Para o deputado, a contratação de artistas que fazem apologia a práticas ilícitas acaba por violar os princípios constitucionais da moralidade e da legalidade, além de configurar desvio de finalidade e mau uso de recursos públicos.

Kim ressaltou, porém, que a proposta não proíbe ou impede que uma pessoa produza conteúdos com incentivo ou à apologia ao consumo de drogas, ao crime organizado e à prática de condutas criminosas.

Apenas se estabelece que não se pode usar os recursos públicos para esse fim, já que não se compatibilizam com os interesses sociais que conduzem e norteiam a atuação estatal e os princípios da nossa Constituição, que exigem a proteção das crianças e adolescentes.

Propostas semelhantes já foram apresentadas em 13 capitais: São Paulo (SP), Belo Horizonte (MG), Campo Grande (MS), Cuiabá (MT), Curitiba (PR), Fortaleza (CE), João Pessoa (PB), Natal (RN), Porto Alegre (RS), Porto Velho (RO), Rio de Janeiro (RJ) e Vitória (ES).

O Código Penal prevê, em seu art. 287, o crime de “Apologia de crime ou criminoso”, considerado um crime de ameaça à ordem e à paz pública.

Referido tipo penal se caracteriza como crime de perigo abstrato, ou seja, não é necessário que haja uma lesão concreta para a sua configuração.
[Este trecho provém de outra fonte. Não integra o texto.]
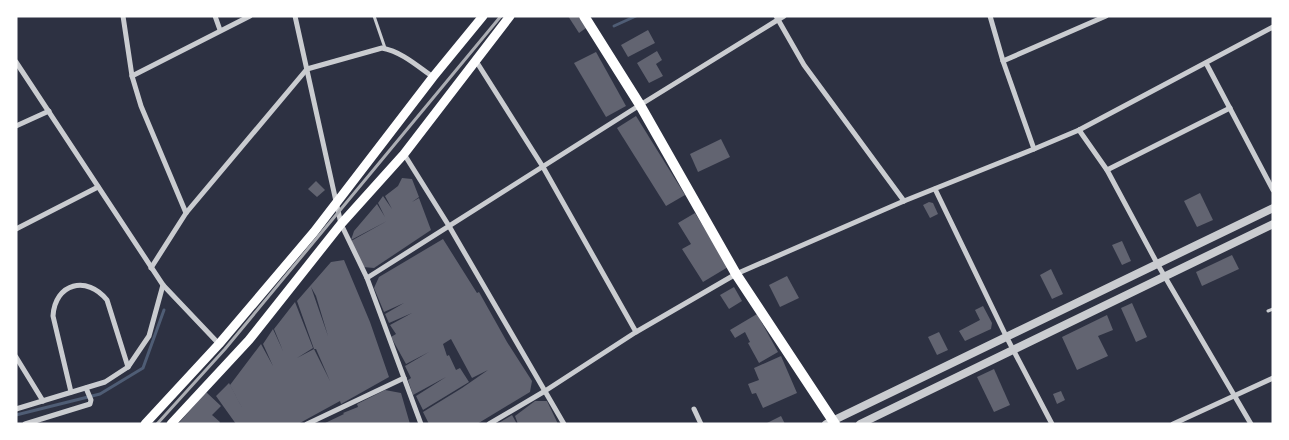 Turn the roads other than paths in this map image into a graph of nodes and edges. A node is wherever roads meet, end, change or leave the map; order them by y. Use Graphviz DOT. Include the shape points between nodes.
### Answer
graph roads {
  1 [pos="122,16"];
  2 [pos="215,16"];
  3 [pos="250,16"];
  4 [pos="295,16"];
  5 [pos="374,16"];
  6 [pos="483,16"];
  7 [pos="510,16"];
  8 [pos="784,16"];
  9 [pos="990,16"];
  10 [pos="1106,16"];
  11 [pos="777,18"];
  12 [pos="587,21"];
  13 [pos="1273,27"];
  14 [pos="220,30"];
  15 [pos="385,49"];
  16 [pos="476,61"];
  17 [pos="1003,61"];
  18 [pos="16,62"];
  19 [pos="1206,63"];
  20 [pos="307,69"];
  21 [pos="132,76"];
  22 [pos="433,77"];
  23 [pos="640,105"];
  24 [pos="1230,108"];
  25 [pos="49,111"];
  26 [pos="16,126"];
  27 [pos="1079,130"];
  28 [pos="1034,150"];
  29 [pos="404,154"];
  30 [pos="543,167"];
  31 [pos="1107,170"];
  32 [pos="98,187"];
  33 [pos="935,189"];
  34 [pos="1273,190"];
  35 [pos="904,201"];
  36 [pos="335,202"];
  37 [pos="1273,208"];
  38 [pos="186,213"];
  39 [pos="341,224"];
  40 [pos="1273,224"];
  41 [pos="449,226"];
  42 [pos="16,229"];
  43 [pos="1158,265"];
  44 [pos="151,268"];
  45 [pos="736,274"];
  46 [pos="1165,277"];
  47 [pos="367,278"];
  48 [pos="162,285"];
  49 [pos="1273,309"];
  50 [pos="1268,311"];
  51 [pos="636,332"];
  52 [pos="1007,338"];
  53 [pos="219,344"];
  54 [pos="1014,350"];
  55 [pos="16,357"];
  56 [pos="128,367"];
  57 [pos="404,378"];
  58 [pos="1273,378"];
  59 [pos="86,388"];
  60 [pos="545,391"];
  61 [pos="71,392"];
  62 [pos="1235,395"];
  63 [pos="43,401"];
  64 [pos="16,409"];
  65 [pos="694,409"];
  66 [pos="147,423"];
  67 [pos="831,423"];
  68 [pos="24,424"];
  69 [pos="171,424"];
  70 [pos="307,424"];
  71 [pos="421,424"];
  72 [pos="489,424"];
  73 [pos="564,424"];
  74 [pos="701,424"];
  75 [pos="860,424"];
  76 [pos="1052,424"];
  77 [pos="1173,424"];
  78 [pos="1251,424"];
  1 -- 21 [label="street"];
  2 -- 14 [label="street"];
  3 -- 14 [label="street"];
  4 -- 20 [label="street"];
  5 -- 15 [label="lane"];
  6 -- 22 [label="main road"];
  7 -- 16 [label="main road"];
  8 -- 11 [label="street"];
  9 -- 17 [label="street"];
  10 -- 17 [label="street"];
  11 -- 23 [label="street"];
  11 -- 35 [label="street" via="804,65"];
  12 -- 23 [label="highway"];
  13 -- 19 [label="street"];
  14 -- 21 [label="street"];
  15 -- 20 [label="street"];
  15 -- 22 [label="street" via="402,54"];
  16 -- 29 [label="main road"];
  16 -- 30 [label="street"];
  17 -- 28 [label="street"];
  18 -- 25 [label="street"];
  19 -- 24 [label="street"];
  19 -- 27 [label="street"];
  20 -- 36 [label="street"];
  20 -- 38 [label="street"];
  21 -- 38 [label="street" via="141,106"];
  22 -- 36 [label="main road"];
  23 -- 30 [label="street"];
  23 -- 45 [label="highway"];
  24 -- 31 [label="street"];
  24 -- 34 [label="street"];
  25 -- 26 [label="street"];
  25 -- 32 [label="street"];
  27 -- 28 [label="street"];
  27 -- 31 [label="street"];
  28 -- 33 [label="street"];
  29 -- 39 [label="main road"];
  29 -- 41 [label="street"];
  30 -- 41 [label="street"];
  30 -- 51 [label="street"];
  31 -- 43 [label="street"];
  32 -- 42 [label="street"];
  32 -- 44 [label="street"];
  33 -- 35 [label="street"];
  33 -- 52 [label="street"];
  35 -- 45 [label="street"];
  36 -- 39 [label="street"];
  36 -- 53 [label="main road" via="314,232"];
  37 -- 43 [label="street"];
  38 -- 44 [label="street"];
  39 -- 47 [label="street"];
  39 -- 69 [label="main road" via="249,340"];
  40 -- 46 [label="street"];
  41 -- 47 [label="street"];
  41 -- 60 [label="street"];
  43 -- 46 [label="street"];
  43 -- 52 [label="street"];
  44 -- 48 [label="street"];
  45 -- 51 [label="street"];
  45 -- 67 [label="highway"];
  46 -- 54 [label="street"];
  46 -- 62 [label="street"];
  47 -- 57 [label="street"];
  48 -- 53 [label="street"];
  48 -- 56 [label="street" via="149,336"];
  49 -- 50 [label="lane"];
  51 -- 60 [label="street"];
  52 -- 54 [label="street"];
  52 -- 67 [label="street"];
  53 -- 66 [label="main road"];
  54 -- 75 [label="street"];
  54 -- 76 [label="street"];
  55 -- 63 [label="street"];
  56 -- 59 [label="street" via="105,382"];
  56 -- 61 [label="street" via="107,300 94,287 77,285 66,289 58,296 53,316"];
  57 -- 70 [label="street"];
  57 -- 71 [label="street"];
  58 -- 62 [label="street"];
  59 -- 61 [label="street"];
  59 -- 68 [label="street" via="90,404"];
  60 -- 72 [label="street"];
  60 -- 73 [label="street"];
  61 -- 63 [label="street"];
  62 -- 77 [label="street"];
  62 -- 78 [label="street"];
  63 -- 64 [label="street"];
  65 -- 74 [label="street"];
}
Além disso, não há necessidade de que o autor tenha a intenção de cometer o crime.

CP

Art. 287 - Fazer, publicamente, apologia de fato criminoso ou de autor de crime:

Pena - detenção, de três a seis meses, ou multa.
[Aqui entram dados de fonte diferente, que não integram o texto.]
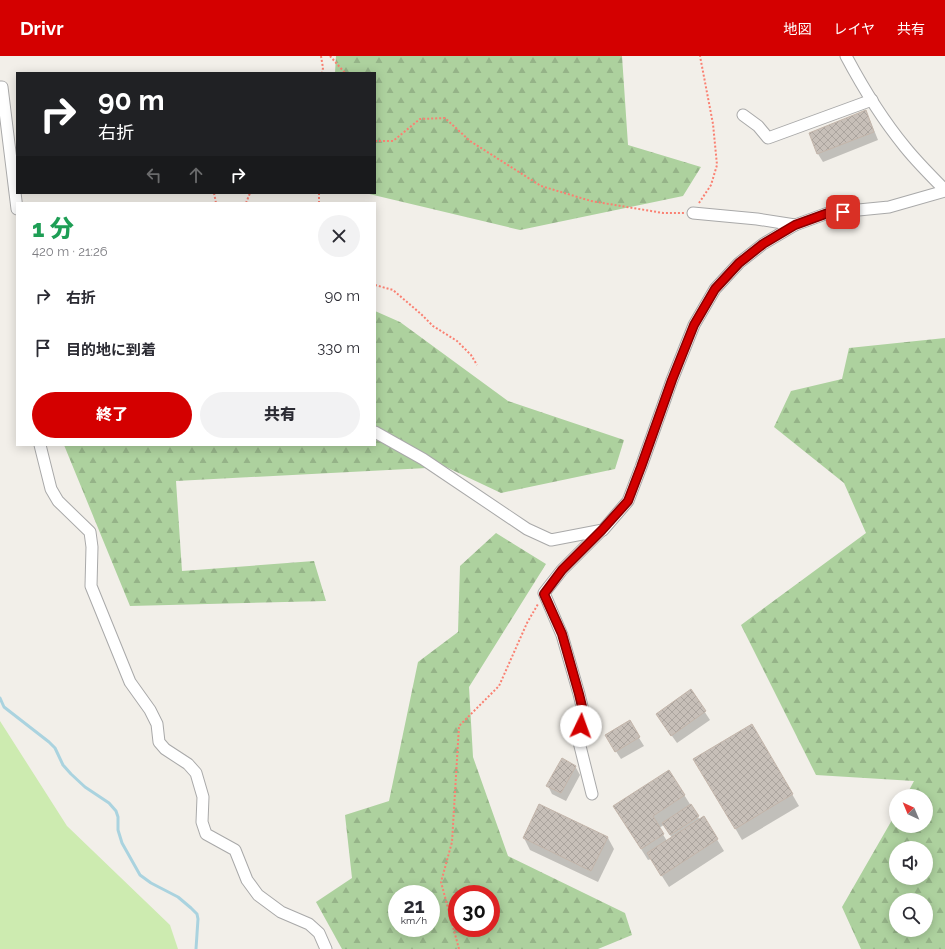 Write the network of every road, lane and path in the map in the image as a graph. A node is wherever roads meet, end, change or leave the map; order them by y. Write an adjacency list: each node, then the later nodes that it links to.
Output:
1 (321, 56): 5 (path)
2 (330, 56): 6 (path)
3 (700, 56): 13 (path)
4 (846, 56): 8 (street)
5 (322, 72)
6 (344, 72)
7 (0, 87): 12 (street)
8 (872, 100): 9 (street); 11 (street)
9 (743, 115)
10 (376, 141): 13 (path)
11 (945, 190): 14 (street)
12 (16, 202)
13 (693, 212): 14 (street)
14 (795, 225): 19 (street)
15 (376, 285): 16 (path)
16 (477, 365)
17 (376, 433): 19 (street)
18 (40, 446): 22 (street)
19 (602, 530): 20 (street)
20 (544, 594): 21 (street); 23 (path)
21 (592, 794)
22 (326, 949)
23 (459, 949)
Proteção x liberdade de expressão

O cerne da questão, portanto, é o conflito entre os princípios da legalidade, da moralidade, da proteção da criança e do adolescente, de um lado, e a liberdade de expressão, de outro.

Não existem direitos absolutos. Todos os interesses, direitos e liberdades devem observar certas balizas instituídas pelo próprio ordenamento jurídico. A liberdade de expressão, integrante das liberdades públicas, é cláusula pétrea, mas não se pode exercê-la de maneira a ofender a dignidade humana de outrem ou de grupos vulneráveis.

Dino ressaltou, no Recurso Extraordinário com Agravo (ARE) 1.513.428, que o Supremo tem entendimento consolidado de que o direito à liberdade de expressão e de livre manifestação do pensamento não são absolutos. Assim, é cabível a intervenção da Justiça em situações de evidente abuso.

Por fim, é importante acompanhar o trâmite desses projetos de lei e eventuais impugnações que deverão chegar à Suprema Corte.

Ótimo tema para provas de direito constitucional, direito administrativo e direito penal.